Denn da uns eine so große
Hoffnung einladet, sowohl, weil die, welche bei Deiner geheiligten Majestät des
Irrthums bezüchtigt werden, um nichts Anderes bitten, als um Belehrung, und da
sie sich der heiligen Schrift, die zur Widerlegung jedes Irrthums völlig
ausreicht, ganz unterwerfen, als auch, weil Christus, unser Erlöser, aufs
unzweideutigste verheißen hat, wo zwei oder drei in seinem Namen versammelt
wären, wolle er mitten unter ihnen sein, und ihnen Alles gewähren, worüber sie
unter einander würden eins geworden sein; so erwähnen wir dieß hier,
Gottseligster Kaiser, aus keiner anderen Ursache, als um Deiner geheiligten
Majestät zu gehorchen, da es Dein Wille war, daß auch wir unsre Meinung darlegen
sollten, wie die Religion gereinigt werden könne. Denn wir leben sonst der
Hoffnung, daß Deine geheiligte Majestät selbst schon längst erkannt und
eingesehen hat, wie die Noth dazu treibt, was für ein Gewinn dazu reizt, und
wie entsprechend der so gepriesenen Frömmigkeit und Gnade Deiner geheiligten
Majestät es ist, daß alle Männer von erprobter Gelehrsamkeit und Gottesfurcht
zusammenberufen werden, um nach der heiligen Schrift zu beurtheilen, was von
den Lehren, über welche jetzt gestritten wird, zu halten sei, damit dieses
Allen, die man für im Irrthum befangen hält, von tüchtigen Dienern Christi mit
aller Sanftmuth und Treue erklärt werde.
Es ist aber auch dabei zu
befürchten, daß es an solchen nicht mangeln werde, die Deine geheiligte
Majestät auf andere Gedanken zu bringen versuchen; diesen haben wir gleichsam
vor Deiner geheiligten Majestät hiermit antworten wollen.

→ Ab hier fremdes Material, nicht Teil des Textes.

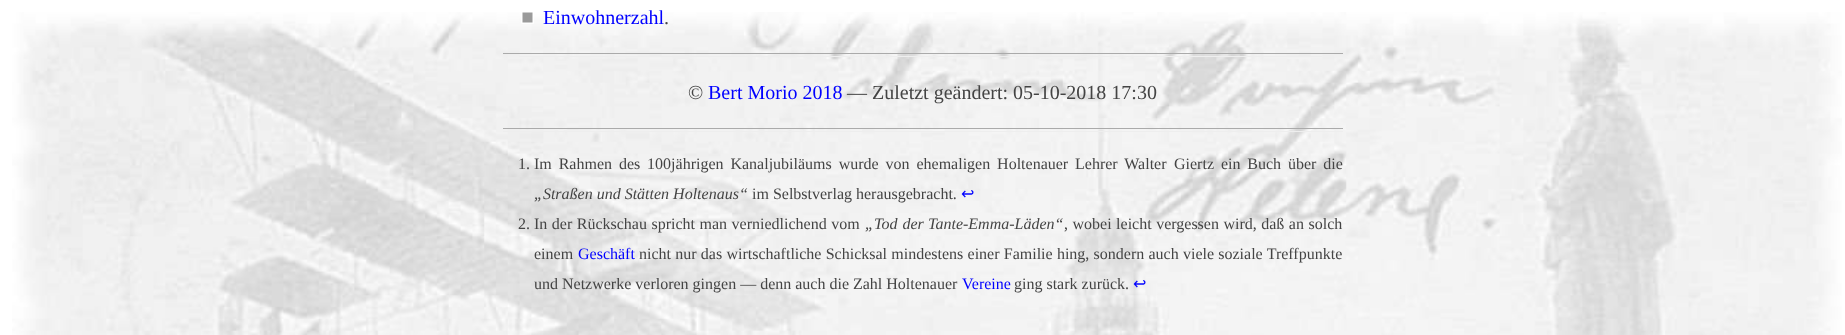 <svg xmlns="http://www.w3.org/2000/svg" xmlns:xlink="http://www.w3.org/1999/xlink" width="1845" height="335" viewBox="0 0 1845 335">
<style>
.cls-1{font:20px Liberation Serif;fill:#0000ff}
.cls-2{font:20px Liberation Serif;fill:#444444}
.cls-3{font:16px Liberation Serif;fill:#444444}
.cls-4{font:italic 16px Liberation Serif;fill:#444444}
.cls-5{font:16px DejaVu Sans;fill:#0000ff}
.cls-6{font:16px Liberation Serif;fill:#0000ff}
</style>
<rect width="100%" height="100%" fill="#ffffff"/>
<image xlink:href="image0.png" x="12" y="12" width="1830" height="323"/>
<image xlink:href="image1.png" x="521" y="12" width="13" height="12"/>
<rect fill="#aaaaaa" x="503" y="53" width="840" height="1"/>
<rect fill="#eeeeee" x="519" y="56" width="803" height="1"/>
<rect fill="#aaaaaa" x="503" y="128" width="840" height="1"/>
<rect fill="#eeeeee" x="503" y="131" width="840" height="1"/>
<text class="cls-1" x="543" y="24">Einwohnerzahl</text>
<text class="cls-2" x="664" y="24">.</text>
<text class="cls-2" x="688" y="99">©</text>
<text class="cls-1" x="708" y="99">Bert Morio 2018</text>
<text class="cls-2" x="847" y="99">— Zuletzt geändert: 05-10-2018 17:30</text>
<text class="cls-3" x="518" y="169">1.</text>
<text class="cls-3" x="534" y="169" word-spacing="2.9">Im Rahmen des 100jährigen Kanaljubiläums wurde von ehemaligen Holtenauer Lehrer Walter</text>
<text class="cls-3" x="1174" y="169" word-spacing="2.9">Giertz ein Buch über die</text>
<text class="cls-4" x="534" y="199">„Straßen und Stätten Holtenaus“</text>
<text class="cls-3" x="752" y="199">im Selbstverlag herausgebracht.</text>
<text class="cls-5" x="961" y="199">↩</text>
<text class="cls-3" x="518" y="229">2.</text>
<text class="cls-3" x="534" y="229" word-spacing="0.5">In der Rückschau spricht man verniedlichend vom</text>
<text class="cls-4" x="865" y="229">„</text>
<text class="cls-4" x="874" y="229" word-spacing="1">Tod der</text>
<text class="cls-4" x="928" y="229">Tante-Emma-Läden“</text>
<text class="cls-3" x="1064" y="229" word-spacing="0.5">, wobei leicht vergessen wird, daß an solch</text>
<text class="cls-3" x="534" y="259">einem</text>
<text class="cls-6" x="578" y="259">Geschäft</text>
<text class="cls-3" x="639" y="259" word-spacing="0.25">nicht nur das wirtschaftliche Schicksal mindestens einer Familie hing, sondern auch viele soziale Treffpunkte</text>
<text class="cls-3" x="534" y="289">und Netzwerke verloren gingen — denn auch die Zahl Holtenauer</text>
<text class="cls-6" x="962" y="289">Vereine</text>
<text class="cls-3" x="1014" y="289">ging stark zurück.</text>
<text class="cls-5" x="1133" y="289">↩</text>
</svg>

Dieß und Alles Andere, was
wir hier auseinandergesetzt und bekannt haben, nur in der Absicht, die Ehre
Jesu Christi, unsres Gottes, nach unsrem Vermögen zu vertheidigen, und Deiner
geheiligten Majestät den gebührenden Gehorsam zu beweisen, wolle Deine
geheiligte Majestät nach Deiner hochgepriesenen Gnade huldreich aufnehmen und
auslegen, und uns als Leute zu betrachten geruhen, die nicht minder als die
Vorfahren Dir in tiefster Unterthänigkeit die Treue und Ergebenheit zu bewähren
bereit sind, auch wo es erlaubt ist, Gut und Leben zu opfern.
Der König der Könige, Jesus
Christus, verleihe Deiner geheiligten Majestät, daß Du dieß und alles Andere zu
seiner Ehre vollbringest, er erhalte Dich in Kraft und Wohlergehen lange zum
Besten der gesammten Christenheit, und kröne Dich mit Segen. Amen.